- Opening Delimiter -

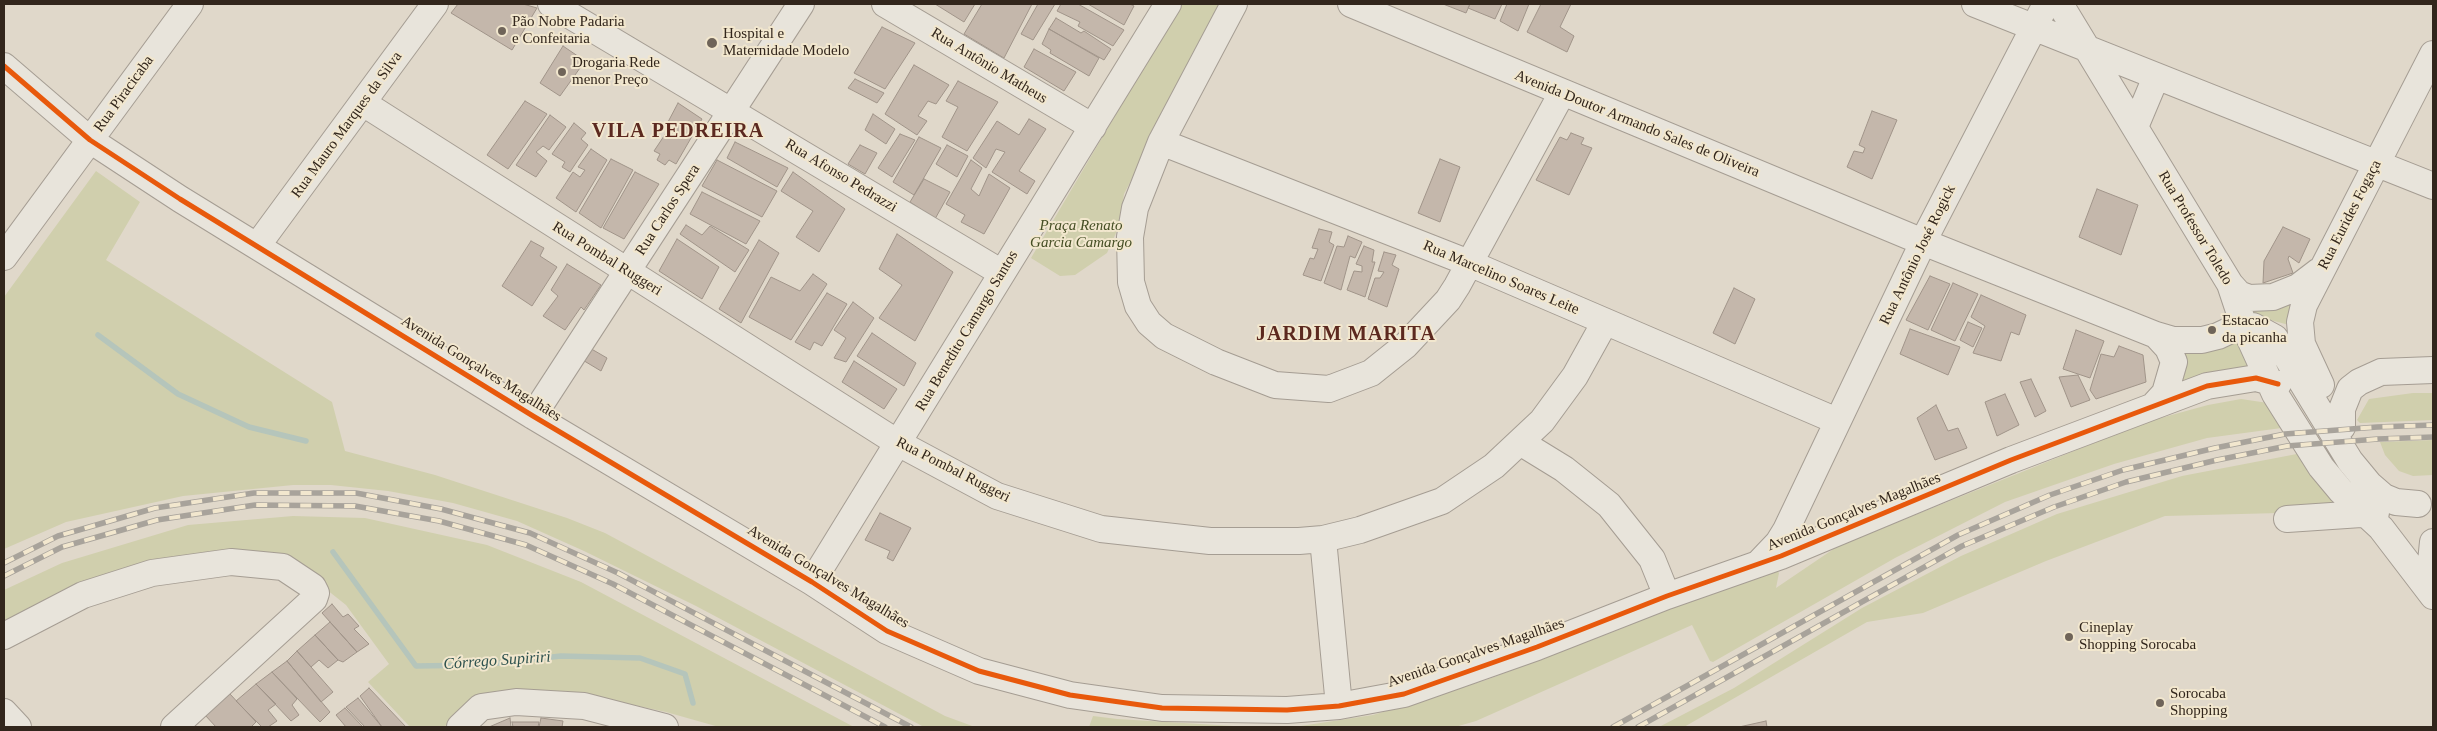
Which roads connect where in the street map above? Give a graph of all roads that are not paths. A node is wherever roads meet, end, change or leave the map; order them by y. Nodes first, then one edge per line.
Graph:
1 (190, 4) edge
2 (436, 4) edge
3 (551, 4) edge
4 (801, 4) edge
5 (885, 4) edge
6 (1168, 4) edge
7 (1234, 4) edge
8 (1351, 4) edge
9 (1975, 4) edge
10 (2046, 4) edge
11 (2060, 4) edge
12 (1388, 11) edge
13 (2033, 28) junction
14 (2085, 47) junction
15 (2433, 54) edge
16 (4, 66) edge
17 (2156, 77) junction
18 (1562, 93) junction
19 (363, 103) junction
20 (732, 112) junction
21 (1093, 126) junction
22 (2135, 127) junction
23 (90, 140) junction
24 (1161, 142) junction
25 (2376, 164) junction
26 (2433, 186) edge
27 (1924, 242) junction
28 (257, 246) junction
29 (4, 257) edge
30 (1469, 263) junction
31 (2322, 269) junction
32 (628, 272) junction
33 (1002, 273) junction
34 (2230, 284) junction
35 (1605, 322) junction
36 (2244, 326) junction
37 (2156, 335) junction
38 (2433, 370) edge
39 (2271, 382) junction
40 (2154, 405) junction
41 (533, 416) junction
42 (1838, 422) junction
43 (2342, 427) junction
44 (1520, 442) junction
45 (898, 443) junction
46 (2336, 485) junction
47 (2426, 502) edge
48 (1796, 509) junction
49 (2326, 516) junction
50 (2372, 518) junction
51 (2287, 519) dead end
52 (1323, 539) junction
53 (2433, 542) edge
54 (1804, 546) junction
55 (1758, 564) junction
56 (812, 582) junction
57 (2432, 595) edge
58 (1667, 596) junction
59 (4, 636) edge
60 (1339, 706) junction
61 (4, 712) edge
62 (18, 727) edge
63 (174, 727) edge
64 (460, 727) edge
65 (665, 727) edge

1 - 23 street, Rua Piracicaba
2 - 19 street, Rua Mauro Marques da Silva
3 - 20 street, Rua Afonso Pedrazzi
4 - 20 street, Rua Carlos Spera
5 - 21 street, Rua Antônio Matheus
6 - 21 street, Rua Benedito Camargo Santos
7 - 24 street
8 - 12 street, Avenida Doutor Armando Sales de Oliveira
9 - 13 street
10 - 13 street, Rua Antônio José Rogick
11 - 14 street, Rua Professor Toledo
12 - 18 street, Avenida Doutor Armando Sales de Oliveira
13 - 14 street
13 - 27 street, Rua Antônio José Rogick
14 - 17 street
14 - 22 street, Rua Professor Toledo
15 - 25 street, Rua Eurides Fogaça
16 - 23 street, Avenida Gonçalves Magalhães
17 - 22 street
17 - 25 street
18 - 27 street, Avenida Doutor Armando Sales de Oliveira
18 - 30 street
19 - 28 street, Rua Mauro Marques da Silva
19 - 32 street, Rua Pombal Ruggeri
20 - 32 street, Rua Carlos Spera
20 - 33 street, Rua Afonso Pedrazzi
21 - 33 street, Rua Benedito Camargo Santos
22 - 34 street, Rua Professor Toledo
23 - 28 street, Avenida Gonçalves Magalhães
23 - 29 street, Rua Piracicaba
24 - 30 street, Rua Marcelino Soares Leite
24 - 30 street
25 - 26 street
25 - 31 street, Rua Eurides Fogaça
27 - 37 street, Avenida Doutor Armando Sales de Oliveira
27 - 42 street, Rua Antônio José Rogick
28 - 41 street, Avenida Gonçalves Magalhães
30 - 35 street, Rua Marcelino Soares Leite
31 - 34 street
31 - 43 street, Rua Eurides Fogaça
32 - 41 street, Rua Carlos Spera
32 - 45 street, Rua Pombal Ruggeri
33 - 45 street, Rua Benedito Camargo Santos
34 - 36 street, Rua Professor Toledo
35 - 42 street, Rua Marcelino Soares Leite
35 - 44 street, Rua Pombal Ruggeri
36 - 37 street, Avenida Doutor Armando Sales de Oliveira
36 - 39 street, Rua Professor Toledo
36 - 47 street
37 - 40 street
38 - 43 street
39 - 40 street, Avenida Gonçalves Magalhães
39 - 46 street, Rua Professor Toledo
39 - 50 street
40 - 54 street, Avenida Gonçalves Magalhães
41 - 56 street, Avenida Gonçalves Magalhães
42 - 48 street, Rua Antônio José Rogick
43 - 47 street
44 - 52 street, Rua Pombal Ruggeri
44 - 58 street
45 - 52 street, Rua Pombal Ruggeri
45 - 56 street, Rua Benedito Camargo Santos
46 - 49 street
46 - 50 street, Rua Professor Toledo
47 - 50 street
48 - 54 street
48 - 55 street, Rua Antônio José Rogick
49 - 50 street
49 - 51 street
50 - 57 street, Rua Professor Toledo
52 - 60 street
53 - 57 street
54 - 55 street, Avenida Gonçalves Magalhães
55 - 58 street, Avenida Gonçalves Magalhães
56 - 60 street, Avenida Gonçalves Magalhães
58 - 60 street, Avenida Gonçalves Magalhães
59 - 63 street
61 - 62 street
64 - 65 street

- Closing Delimiter -

The records above must all be output exactly. Omit the images.

* Task output *
Which roads connect where in the street map above? Give a graph of all roads that are not paths. A node is wherever roads meet, end, change or leave the map; order them by y. Nodes first, then one edge per line.
Graph:
1 (190, 4) edge
2 (436, 4) edge
3 (551, 4) edge
4 (801, 4) edge
5 (885, 4) edge
6 (1168, 4) edge
7 (1234, 4) edge
8 (1351, 4) edge
9 (1975, 4) edge
10 (2046, 4) edge
11 (2060, 4) edge
12 (1388, 11) edge
13 (2033, 28) junction
14 (2085, 47) junction
15 (2433, 54) edge
16 (4, 66) edge
17 (2156, 77) junction
18 (1562, 93) junction
19 (363, 103) junction
20 (732, 112) junction
21 (1093, 126) junction
22 (2135, 127) junction
23 (90, 140) junction
24 (1161, 142) junction
25 (2376, 164) junction
26 (2433, 186) edge
27 (1924, 242) junction
28 (257, 246) junction
29 (4, 257) edge
30 (1469, 263) junction
31 (2322, 269) junction
32 (628, 272) junction
33 (1002, 273) junction
34 (2230, 284) junction
35 (1605, 322) junction
36 (2244, 326) junction
37 (2156, 335) junction
38 (2433, 370) edge
39 (2271, 382) junction
40 (2154, 405) junction
41 (533, 416) junction
42 (1838, 422) junction
43 (2342, 427) junction
44 (1520, 442) junction
45 (898, 443) junction
46 (2336, 485) junction
47 (2426, 502) edge
48 (1796, 509) junction
49 (2326, 516) junction
50 (2372, 518) junction
51 (2287, 519) dead end
52 (1323, 539) junction
53 (2433, 542) edge
54 (1804, 546) junction
55 (1758, 564) junction
56 (812, 582) junction
57 (2432, 595) edge
58 (1667, 596) junction
59 (4, 636) edge
60 (1339, 706) junction
61 (4, 712) edge
62 (18, 727) edge
63 (174, 727) edge
64 (460, 727) edge
65 (665, 727) edge

1 - 23 street, Rua Piracicaba
2 - 19 street, Rua Mauro Marques da Silva
3 - 20 street, Rua Afonso Pedrazzi
4 - 20 street, Rua Carlos Spera
5 - 21 street, Rua Antônio Matheus
6 - 21 street, Rua Benedito Camargo Santos
7 - 24 street
8 - 12 street, Avenida Doutor Armando Sales de Oliveira
9 - 13 street
10 - 13 street, Rua Antônio José Rogick
11 - 14 street, Rua Professor Toledo
12 - 18 street, Avenida Doutor Armando Sales de Oliveira
13 - 14 street
13 - 27 street, Rua Antônio José Rogick
14 - 17 street
14 - 22 street, Rua Professor Toledo
15 - 25 street, Rua Eurides Fogaça
16 - 23 street, Avenida Gonçalves Magalhães
17 - 22 street
17 - 25 street
18 - 27 street, Avenida Doutor Armando Sales de Oliveira
18 - 30 street
19 - 28 street, Rua Mauro Marques da Silva
19 - 32 street, Rua Pombal Ruggeri
20 - 32 street, Rua Carlos Spera
20 - 33 street, Rua Afonso Pedrazzi
21 - 33 street, Rua Benedito Camargo Santos
22 - 34 street, Rua Professor Toledo
23 - 28 street, Avenida Gonçalves Magalhães
23 - 29 street, Rua Piracicaba
24 - 30 street, Rua Marcelino Soares Leite
24 - 30 street
25 - 26 street
25 - 31 street, Rua Eurides Fogaça
27 - 37 street, Avenida Doutor Armando Sales de Oliveira
27 - 42 street, Rua Antônio José Rogick
28 - 41 street, Avenida Gonçalves Magalhães
30 - 35 street, Rua Marcelino Soares Leite
31 - 34 street
31 - 43 street, Rua Eurides Fogaça
32 - 41 street, Rua Carlos Spera
32 - 45 street, Rua Pombal Ruggeri
33 - 45 street, Rua Benedito Camargo Santos
34 - 36 street, Rua Professor Toledo
35 - 42 street, Rua Marcelino Soares Leite
35 - 44 street, Rua Pombal Ruggeri
36 - 37 street, Avenida Doutor Armando Sales de Oliveira
36 - 39 street, Rua Professor Toledo
36 - 47 street
37 - 40 street
38 - 43 street
39 - 40 street, Avenida Gonçalves Magalhães
39 - 46 street, Rua Professor Toledo
39 - 50 street
40 - 54 street, Avenida Gonçalves Magalhães
41 - 56 street, Avenida Gonçalves Magalhães
42 - 48 street, Rua Antônio José Rogick
43 - 47 street
44 - 52 street, Rua Pombal Ruggeri
44 - 58 street
45 - 52 street, Rua Pombal Ruggeri
45 - 56 street, Rua Benedito Camargo Santos
46 - 49 street
46 - 50 street, Rua Professor Toledo
47 - 50 street
48 - 54 street
48 - 55 street, Rua Antônio José Rogick
49 - 50 street
49 - 51 street
50 - 57 street, Rua Professor Toledo
52 - 60 street
53 - 57 street
54 - 55 street, Avenida Gonçalves Magalhães
55 - 58 street, Avenida Gonçalves Magalhães
56 - 60 street, Avenida Gonçalves Magalhães
58 - 60 street, Avenida Gonçalves Magalhães
59 - 63 street
61 - 62 street
64 - 65 street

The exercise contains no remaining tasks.